DeSett, 28, moved there ahead of his freshman year in August 2012, from his childhood home near Kansas City, Missouri. He chose the school for its international studies program but also because he wanted to get out of the Midwest to figure out who he was away from his family.

Chris DeSett.
Chris DeSett.Chris Desett

After he moved into his dorm, and everyone’s parents had left, he said other students started banging on doors to gather people to hang out together. 

“So we’re all rushing down to this meeting area, and we’re talking and we’re playing ‘Never Have I Ever’ and stuff like that,” he said. “It felt very welcoming and felt very affirming, and I kind of dipped my toe in the water and just said, ‘Oh, I think I might be bisexual.’ I didn’t feel that way, but I was just testing the waters for a reaction.
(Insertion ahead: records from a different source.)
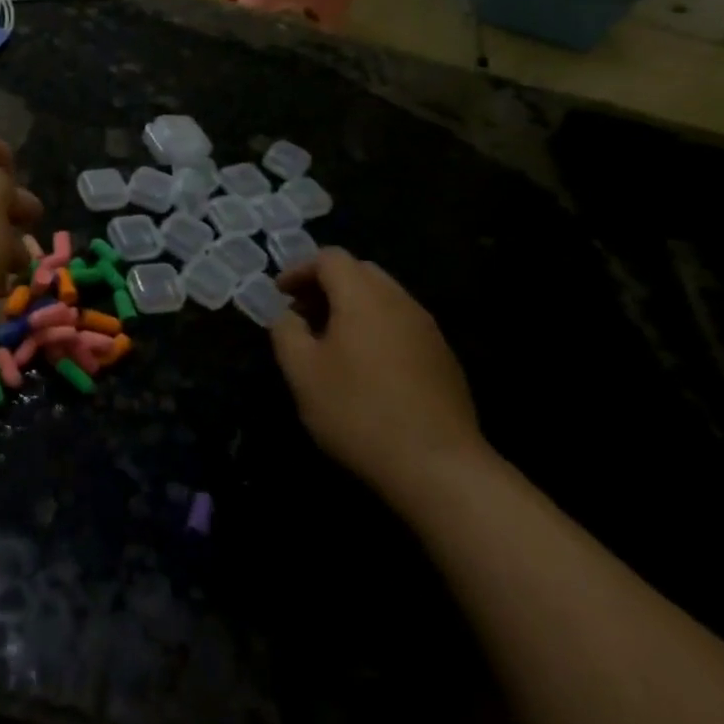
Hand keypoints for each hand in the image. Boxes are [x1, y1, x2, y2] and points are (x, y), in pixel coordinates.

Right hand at [270, 249, 489, 506]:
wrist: (438, 466)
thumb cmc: (358, 412)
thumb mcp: (302, 373)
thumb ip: (286, 332)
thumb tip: (288, 315)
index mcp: (363, 296)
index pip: (330, 258)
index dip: (300, 269)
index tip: (280, 294)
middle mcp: (399, 301)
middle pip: (360, 271)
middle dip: (326, 284)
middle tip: (303, 314)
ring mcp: (427, 328)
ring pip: (383, 297)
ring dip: (352, 306)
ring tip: (331, 342)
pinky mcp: (443, 357)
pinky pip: (402, 323)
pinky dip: (376, 327)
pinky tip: (366, 367)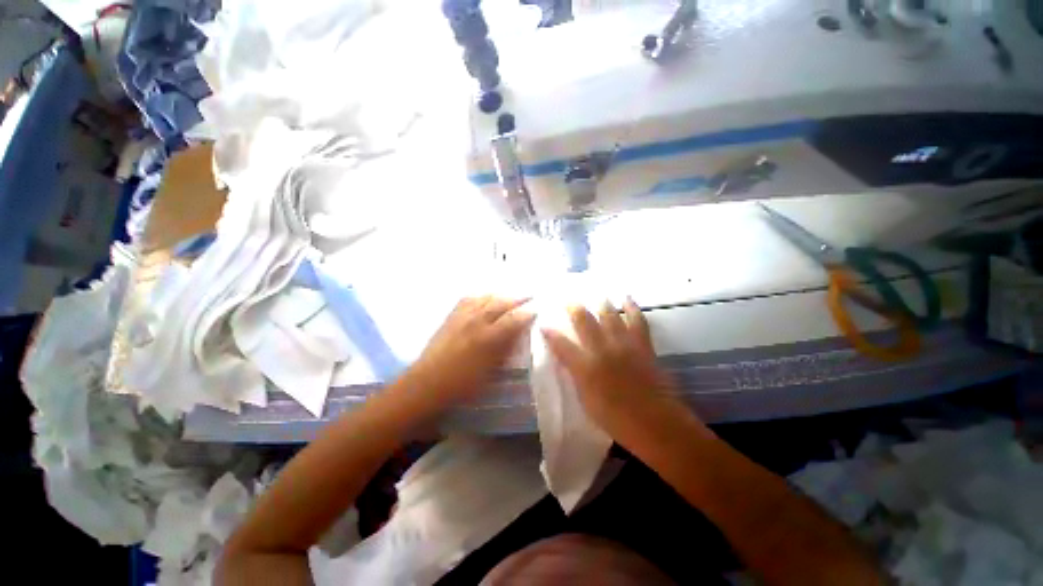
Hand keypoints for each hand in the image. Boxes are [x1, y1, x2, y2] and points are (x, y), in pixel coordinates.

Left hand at [402, 296, 533, 408]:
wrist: (428, 384)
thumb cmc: (463, 384)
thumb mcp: (491, 372)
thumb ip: (505, 350)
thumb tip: (517, 336)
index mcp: (488, 338)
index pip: (513, 319)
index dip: (526, 313)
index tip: (536, 310)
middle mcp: (476, 322)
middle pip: (500, 303)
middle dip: (517, 298)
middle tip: (528, 296)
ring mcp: (462, 317)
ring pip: (485, 298)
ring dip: (500, 295)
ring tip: (508, 295)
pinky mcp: (450, 317)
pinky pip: (467, 299)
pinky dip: (480, 296)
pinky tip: (483, 298)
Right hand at [541, 299, 693, 441]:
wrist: (654, 423)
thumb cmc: (615, 419)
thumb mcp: (586, 400)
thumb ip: (577, 376)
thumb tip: (570, 360)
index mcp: (585, 367)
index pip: (561, 345)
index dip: (550, 333)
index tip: (544, 324)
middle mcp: (602, 350)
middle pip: (584, 321)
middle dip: (574, 308)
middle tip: (569, 300)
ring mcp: (623, 345)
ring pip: (609, 316)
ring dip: (601, 304)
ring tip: (597, 295)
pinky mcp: (642, 345)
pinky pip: (637, 320)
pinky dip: (632, 307)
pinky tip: (627, 299)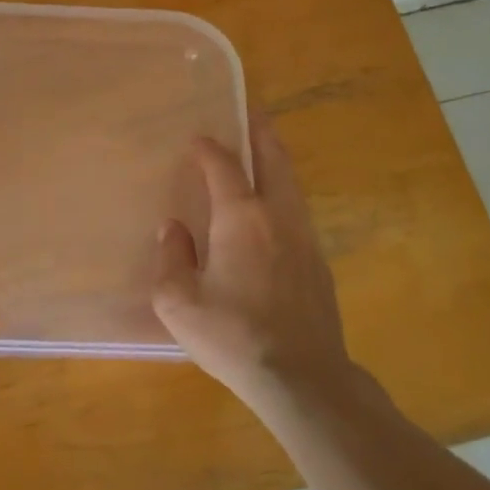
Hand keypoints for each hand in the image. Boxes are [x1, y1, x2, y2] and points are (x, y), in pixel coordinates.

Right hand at [152, 113, 352, 416]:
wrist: (303, 379)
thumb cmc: (233, 336)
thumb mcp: (179, 302)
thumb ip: (171, 258)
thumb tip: (173, 229)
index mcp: (241, 217)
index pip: (223, 165)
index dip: (208, 147)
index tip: (195, 139)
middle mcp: (277, 216)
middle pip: (273, 158)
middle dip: (260, 130)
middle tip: (251, 110)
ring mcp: (305, 238)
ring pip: (291, 183)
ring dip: (275, 160)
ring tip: (261, 151)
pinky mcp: (319, 263)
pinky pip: (297, 211)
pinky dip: (282, 192)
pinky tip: (271, 210)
And everyone’s like, ‘Oh, my God, that’s so great.’” 

After the first semester of his freshman year, he came out as gay. He said that moment on the first night in the dorms had a lasting impact on him. 
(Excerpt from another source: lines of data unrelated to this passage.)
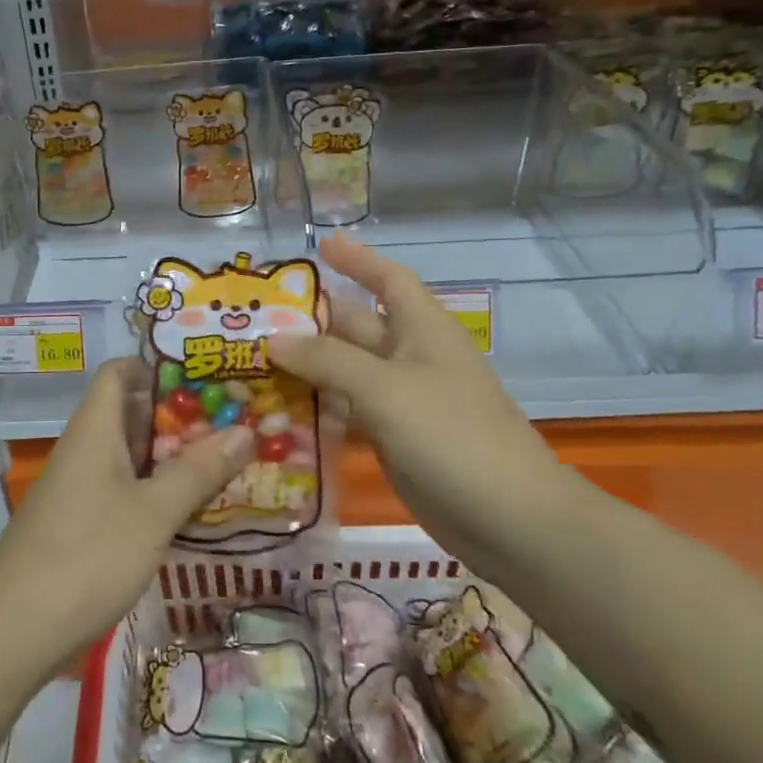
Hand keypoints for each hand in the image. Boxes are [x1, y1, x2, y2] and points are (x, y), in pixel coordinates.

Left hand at [0, 358, 253, 654]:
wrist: (13, 630)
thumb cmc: (87, 555)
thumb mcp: (153, 512)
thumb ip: (198, 470)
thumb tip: (245, 428)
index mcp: (94, 429)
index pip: (120, 372)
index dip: (158, 366)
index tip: (206, 376)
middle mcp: (83, 449)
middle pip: (130, 413)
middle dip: (179, 416)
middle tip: (233, 420)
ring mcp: (79, 488)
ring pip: (129, 455)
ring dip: (170, 455)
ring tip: (224, 460)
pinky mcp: (79, 523)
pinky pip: (122, 488)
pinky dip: (155, 489)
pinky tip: (189, 508)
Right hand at [268, 234, 565, 561]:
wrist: (508, 518)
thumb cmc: (451, 435)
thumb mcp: (385, 388)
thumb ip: (327, 360)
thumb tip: (273, 337)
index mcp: (422, 330)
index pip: (389, 280)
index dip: (358, 259)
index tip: (321, 244)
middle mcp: (411, 358)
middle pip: (357, 326)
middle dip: (313, 319)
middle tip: (258, 315)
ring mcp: (403, 401)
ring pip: (347, 371)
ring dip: (308, 365)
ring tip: (254, 359)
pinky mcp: (395, 439)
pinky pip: (349, 410)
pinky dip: (319, 406)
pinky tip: (282, 410)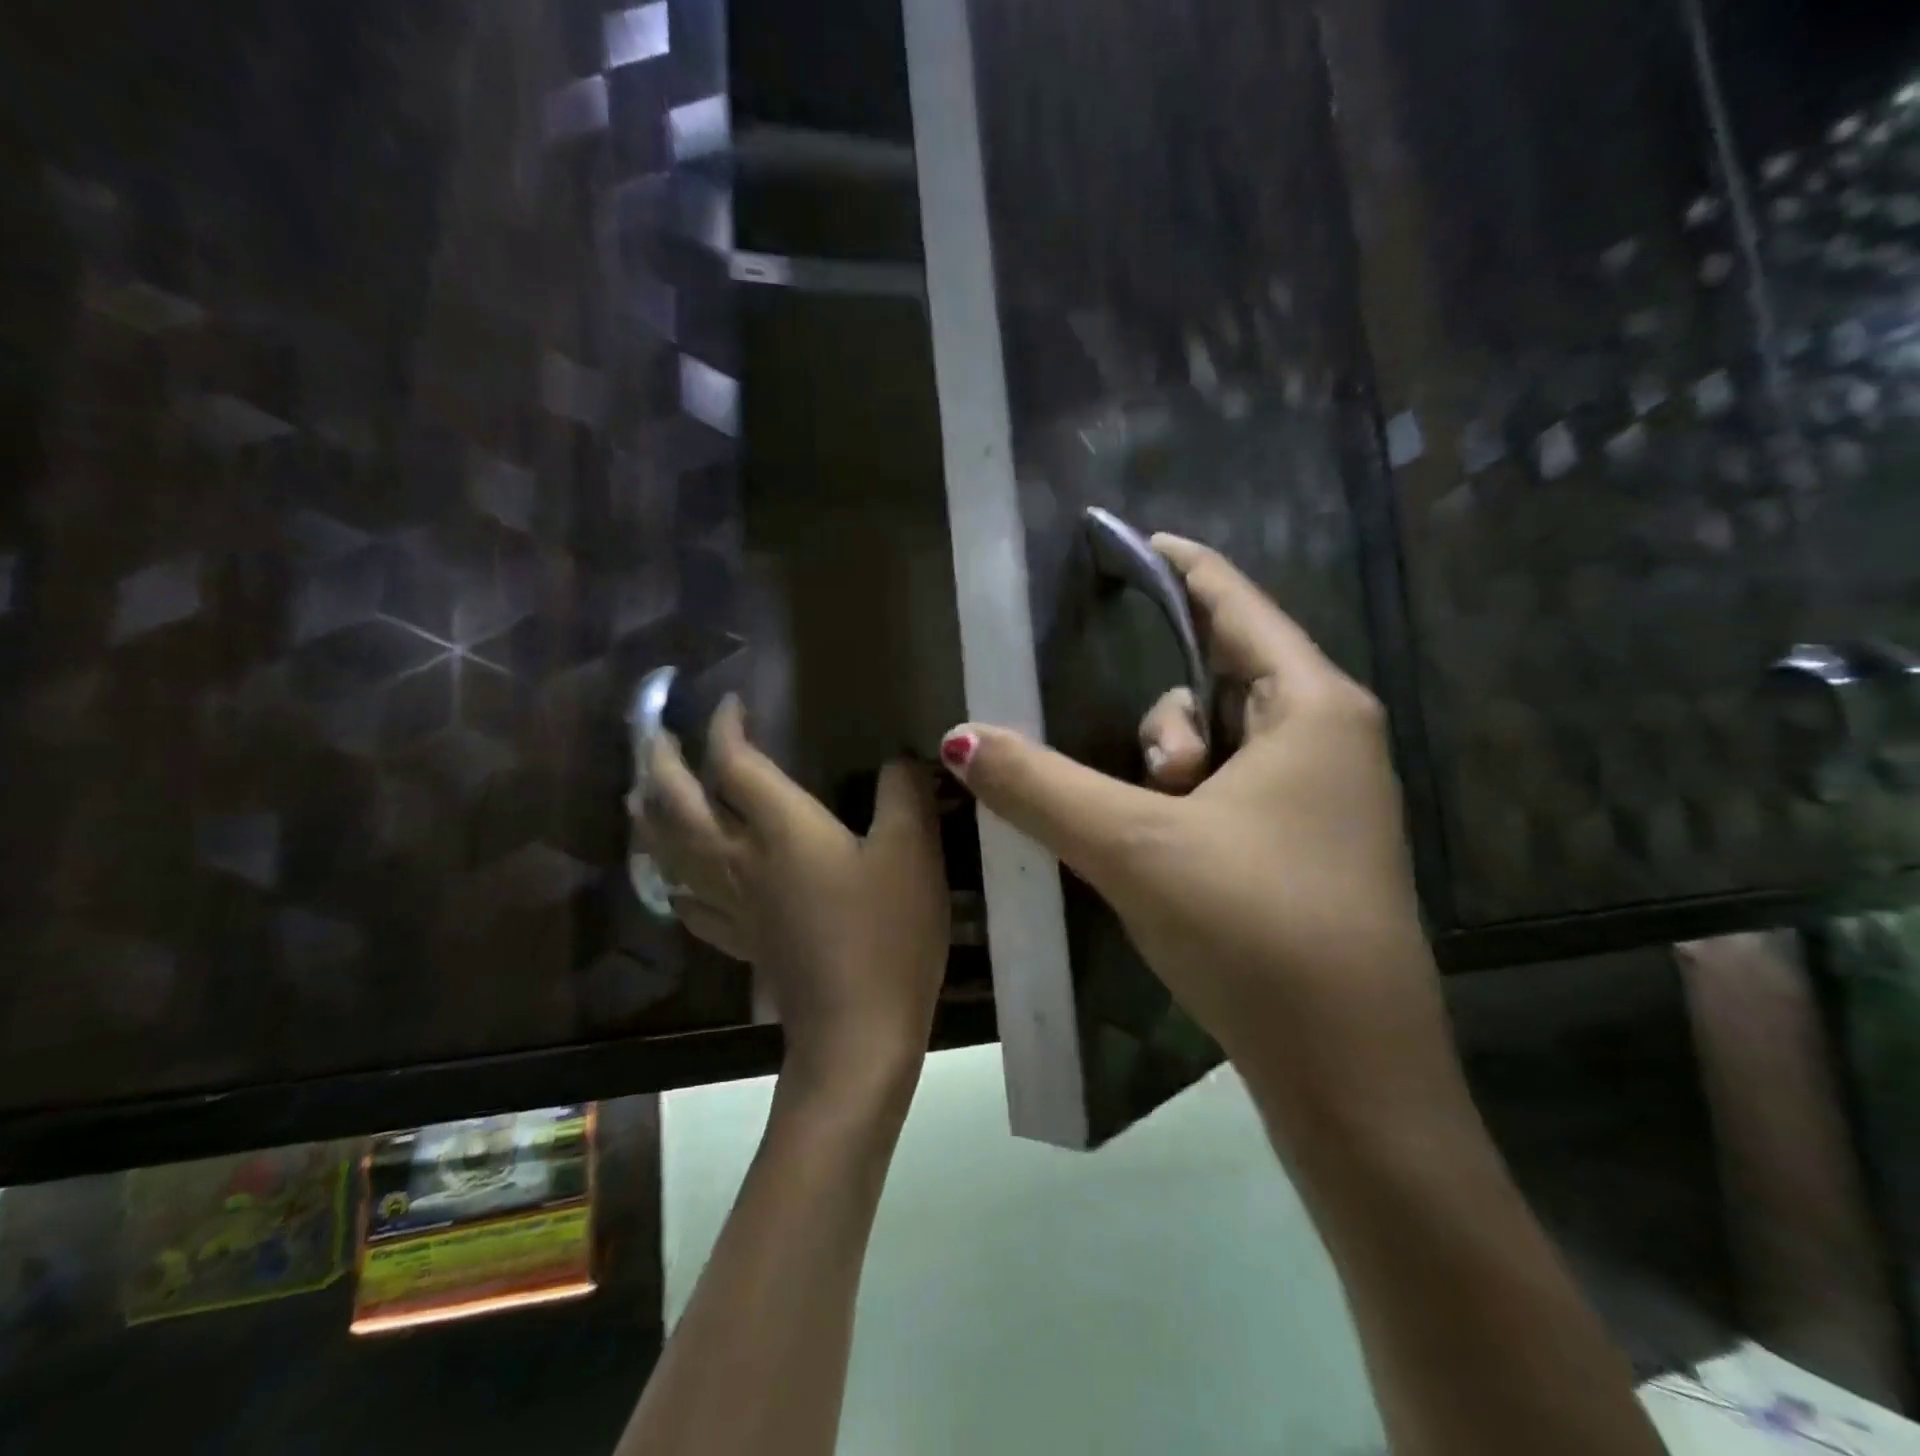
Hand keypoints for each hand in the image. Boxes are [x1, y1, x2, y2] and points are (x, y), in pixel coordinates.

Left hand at [636, 697, 949, 1098]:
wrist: (859, 1033)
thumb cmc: (888, 934)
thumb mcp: (913, 851)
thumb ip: (904, 793)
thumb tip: (900, 757)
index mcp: (780, 830)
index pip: (735, 764)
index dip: (726, 727)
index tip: (730, 703)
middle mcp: (742, 861)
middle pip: (680, 806)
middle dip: (661, 763)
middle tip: (652, 733)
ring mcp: (735, 906)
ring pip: (671, 853)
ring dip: (650, 817)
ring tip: (637, 795)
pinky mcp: (743, 942)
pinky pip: (691, 905)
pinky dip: (675, 882)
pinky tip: (676, 883)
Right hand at [939, 535, 1437, 1125]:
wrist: (1352, 1075)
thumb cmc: (1256, 931)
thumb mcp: (1134, 847)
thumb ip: (1040, 786)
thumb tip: (959, 738)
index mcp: (1313, 707)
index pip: (1236, 603)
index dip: (1180, 566)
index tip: (1127, 541)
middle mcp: (1331, 739)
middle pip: (1220, 678)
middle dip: (1163, 722)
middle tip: (1149, 786)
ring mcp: (1326, 798)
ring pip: (1220, 744)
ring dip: (1171, 776)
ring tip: (1158, 841)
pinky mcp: (1310, 848)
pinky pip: (1232, 790)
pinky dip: (1187, 805)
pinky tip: (1163, 853)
“The reason why that’s so important to me was I wasn’t met with rejection,” said DeSett, who now works for the federal government. “That affirming environment did give me the confidence to really explore my identity and then land on the conclusion that, ‘No, I am a gay man, and I’m confident that I know that for a fact. I know that I’ll be loved for who I am.’” 

New research from the Williams Institute, a think tank at the UCLA School of Law, revealed that LGBTQ people who attended college or graduate school were four times more likely, at 21.5 percent, to report having chosen a university in a different city or state to seek a more welcoming climate than non-LGBTQ people, at 4.8 percent. Nearly one-third, or 32.6 percent, of LGBTQ people reported picking a college elsewhere to get away from their family, compared to 14.1 percent of non-LGBTQ people. 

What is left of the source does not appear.